- **WHAT YOU NEED TO DO**
Transcribe each entry. Change nothing.

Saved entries
====

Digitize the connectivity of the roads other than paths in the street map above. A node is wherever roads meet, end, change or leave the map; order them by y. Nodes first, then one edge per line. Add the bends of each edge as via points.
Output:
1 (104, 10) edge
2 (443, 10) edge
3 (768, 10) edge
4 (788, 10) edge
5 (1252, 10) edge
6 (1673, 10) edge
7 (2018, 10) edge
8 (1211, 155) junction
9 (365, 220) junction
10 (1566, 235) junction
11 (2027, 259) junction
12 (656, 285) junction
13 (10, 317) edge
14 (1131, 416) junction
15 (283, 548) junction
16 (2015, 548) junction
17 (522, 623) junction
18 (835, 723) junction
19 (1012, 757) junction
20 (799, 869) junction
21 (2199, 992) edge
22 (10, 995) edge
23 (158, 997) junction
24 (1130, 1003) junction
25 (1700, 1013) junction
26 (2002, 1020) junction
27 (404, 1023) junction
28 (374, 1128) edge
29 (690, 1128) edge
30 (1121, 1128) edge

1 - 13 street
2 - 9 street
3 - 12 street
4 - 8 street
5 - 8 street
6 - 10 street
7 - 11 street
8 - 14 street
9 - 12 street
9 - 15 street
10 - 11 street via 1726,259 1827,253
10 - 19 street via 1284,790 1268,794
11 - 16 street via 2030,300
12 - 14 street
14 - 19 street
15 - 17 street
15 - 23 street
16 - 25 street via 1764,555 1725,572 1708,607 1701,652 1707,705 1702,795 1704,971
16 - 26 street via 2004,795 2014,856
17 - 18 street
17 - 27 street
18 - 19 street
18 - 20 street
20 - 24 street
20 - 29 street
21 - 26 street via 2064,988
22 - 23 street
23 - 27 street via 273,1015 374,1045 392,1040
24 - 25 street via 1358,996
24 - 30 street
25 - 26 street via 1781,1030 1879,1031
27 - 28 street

====

- **REPLY**
Digitize the connectivity of the roads other than paths in the street map above. A node is wherever roads meet, end, change or leave the map; order them by y. Nodes first, then one edge per line. Add the bends of each edge as via points.
Output:
1 (104, 10) edge
2 (443, 10) edge
3 (768, 10) edge
4 (788, 10) edge
5 (1252, 10) edge
6 (1673, 10) edge
7 (2018, 10) edge
8 (1211, 155) junction
9 (365, 220) junction
10 (1566, 235) junction
11 (2027, 259) junction
12 (656, 285) junction
13 (10, 317) edge
14 (1131, 416) junction
15 (283, 548) junction
16 (2015, 548) junction
17 (522, 623) junction
18 (835, 723) junction
19 (1012, 757) junction
20 (799, 869) junction
21 (2199, 992) edge
22 (10, 995) edge
23 (158, 997) junction
24 (1130, 1003) junction
25 (1700, 1013) junction
26 (2002, 1020) junction
27 (404, 1023) junction
28 (374, 1128) edge
29 (690, 1128) edge
30 (1121, 1128) edge

1 - 13 street
2 - 9 street
3 - 12 street
4 - 8 street
5 - 8 street
6 - 10 street
7 - 11 street
8 - 14 street
9 - 12 street
9 - 15 street
10 - 11 street via 1726,259 1827,253
10 - 19 street via 1284,790 1268,794
11 - 16 street via 2030,300
12 - 14 street
14 - 19 street
15 - 17 street
15 - 23 street
16 - 25 street via 1764,555 1725,572 1708,607 1701,652 1707,705 1702,795 1704,971
16 - 26 street via 2004,795 2014,856
17 - 18 street
17 - 27 street
18 - 19 street
18 - 20 street
20 - 24 street
20 - 29 street
21 - 26 street via 2064,988
22 - 23 street
23 - 27 street via 273,1015 374,1045 392,1040
24 - 25 street via 1358,996
24 - 30 street
25 - 26 street via 1781,1030 1879,1031
27 - 28 street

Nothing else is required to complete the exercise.